Aux Antilles, la banane est la principale production agricole avec 300.000 tonnes par an, dont les trois-quarts en Martinique, soit environ 43% de la production européenne. Elle contribue fortement aux revenus locaux et à l'emploi, avec entre 15.000 et 18.000 personnes travaillant dans ce secteur sur une population de 850.000 habitants.

Mais, depuis de nombreuses années, les producteurs de bananes antillais font face à une véritable crise due notamment à une chute régulière des cours, aux aléas climatiques, mais surtout à la concurrence renforcée des "bananes-dollar" d'Amérique latine qui représentent les quatre-cinquièmes des importations européennes. En 1993, l'Union européenne avait instauré un système de quotas, accordant un traitement préférentiel aux bananes en provenance d'anciennes colonies européennes dans les Caraïbes et en Afrique. Mais, les pays latino-américains producteurs de bananes, ayant à payer des droits énormes sur les bananes qu'ils exportaient vers l'Europe, se sont alors plaints devant l'Organisation mondiale du commerce (OMC). Les quotas ont été supprimés le 1er janvier 2006 après que l'UE, ayant perdu "la guerre de la banane" devant l'OMC, les eut remplacés par un tarif douanier unique de 176 euros la tonne. Le problème demeure toutefois. Les Etats-Unis ont en effet saisi l'OMC fin juin, estimant que le droit de douane imposé par l'UE aux bananes latino-américaines portait préjudice aux exportations des grands pays producteurs comme l'Equateur, le Honduras, le Panama et le Nicaragua.

Confrontée depuis 2002 à une crise de grande ampleur, la filière antillaise de la banane s'est engagée dans un processus de restructuration pour rétablir sa compétitivité sur le marché européen. Mais, des coûts salariaux élevés et des coûts de production supérieurs aux recettes perçues ont incité nombre d'exploitants, en butte à de gros problèmes de trésorerie, à cesser leur activité. En quatorze ans, le nombre de producteurs de bananes aux Antilles a chuté de plus de moitié, passant de 2.200 en 1993 à environ 850 actuellement. Et au cours des trois dernières années, quelque 2.500 emplois ont été perdus dans le secteur. Sur l'année 2006, en Guadeloupe, près de 23% de la surface consacrée à la banane a été abandonnée et 13,6% des producteurs ont cessé leur activité, selon l'Institut d'émission des départements d'Outre-Mer (IEDOM). La production dans ce département a ainsi dégringolé en 2006 à 48.000 tonnes (-45% entre 2000 et 2006).

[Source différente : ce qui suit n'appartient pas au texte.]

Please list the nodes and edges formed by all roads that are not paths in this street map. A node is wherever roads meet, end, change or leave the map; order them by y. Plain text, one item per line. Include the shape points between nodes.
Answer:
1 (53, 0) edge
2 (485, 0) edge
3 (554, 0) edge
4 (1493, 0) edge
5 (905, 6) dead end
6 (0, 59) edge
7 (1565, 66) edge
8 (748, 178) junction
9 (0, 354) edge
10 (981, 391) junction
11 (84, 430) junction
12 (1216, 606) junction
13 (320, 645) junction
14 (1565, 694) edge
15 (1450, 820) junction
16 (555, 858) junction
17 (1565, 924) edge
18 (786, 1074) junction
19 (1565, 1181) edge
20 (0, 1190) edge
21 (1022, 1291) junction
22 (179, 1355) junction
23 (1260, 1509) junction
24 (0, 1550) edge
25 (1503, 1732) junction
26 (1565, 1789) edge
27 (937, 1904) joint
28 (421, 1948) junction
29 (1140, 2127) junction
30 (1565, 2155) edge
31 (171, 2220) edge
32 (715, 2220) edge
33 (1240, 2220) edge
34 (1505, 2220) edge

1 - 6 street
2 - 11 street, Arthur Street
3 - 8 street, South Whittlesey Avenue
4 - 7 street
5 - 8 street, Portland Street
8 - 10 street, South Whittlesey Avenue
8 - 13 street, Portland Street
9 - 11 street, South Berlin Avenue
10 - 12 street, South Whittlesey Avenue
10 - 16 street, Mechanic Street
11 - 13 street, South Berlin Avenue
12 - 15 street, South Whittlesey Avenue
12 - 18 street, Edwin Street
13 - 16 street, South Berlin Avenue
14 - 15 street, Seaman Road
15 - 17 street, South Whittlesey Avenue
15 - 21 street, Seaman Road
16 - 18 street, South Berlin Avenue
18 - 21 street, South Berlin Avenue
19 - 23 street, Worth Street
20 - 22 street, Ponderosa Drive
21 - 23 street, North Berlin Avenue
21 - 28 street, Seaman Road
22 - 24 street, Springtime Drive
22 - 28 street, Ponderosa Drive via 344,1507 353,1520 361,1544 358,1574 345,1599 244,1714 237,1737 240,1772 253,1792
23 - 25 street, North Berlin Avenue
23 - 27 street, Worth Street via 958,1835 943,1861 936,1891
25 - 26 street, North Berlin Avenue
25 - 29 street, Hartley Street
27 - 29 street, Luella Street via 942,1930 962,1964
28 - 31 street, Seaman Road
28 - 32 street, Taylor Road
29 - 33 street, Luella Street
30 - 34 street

Après le passage de Dean, les planteurs guadeloupéens estiment qu'ils termineront l'année avec un volume de production de 30.000 tonnes au lieu des 52.000 prévues. Et le risque maintenant, c'est que pendant les sept mois pendant lesquels la banane antillaise sera absente des étalages européens, la banane latino-américaine s'installe durablement. Le Premier ministre François Fillon s'est rendu en Martinique et en Guadeloupe afin d'évaluer les dégâts.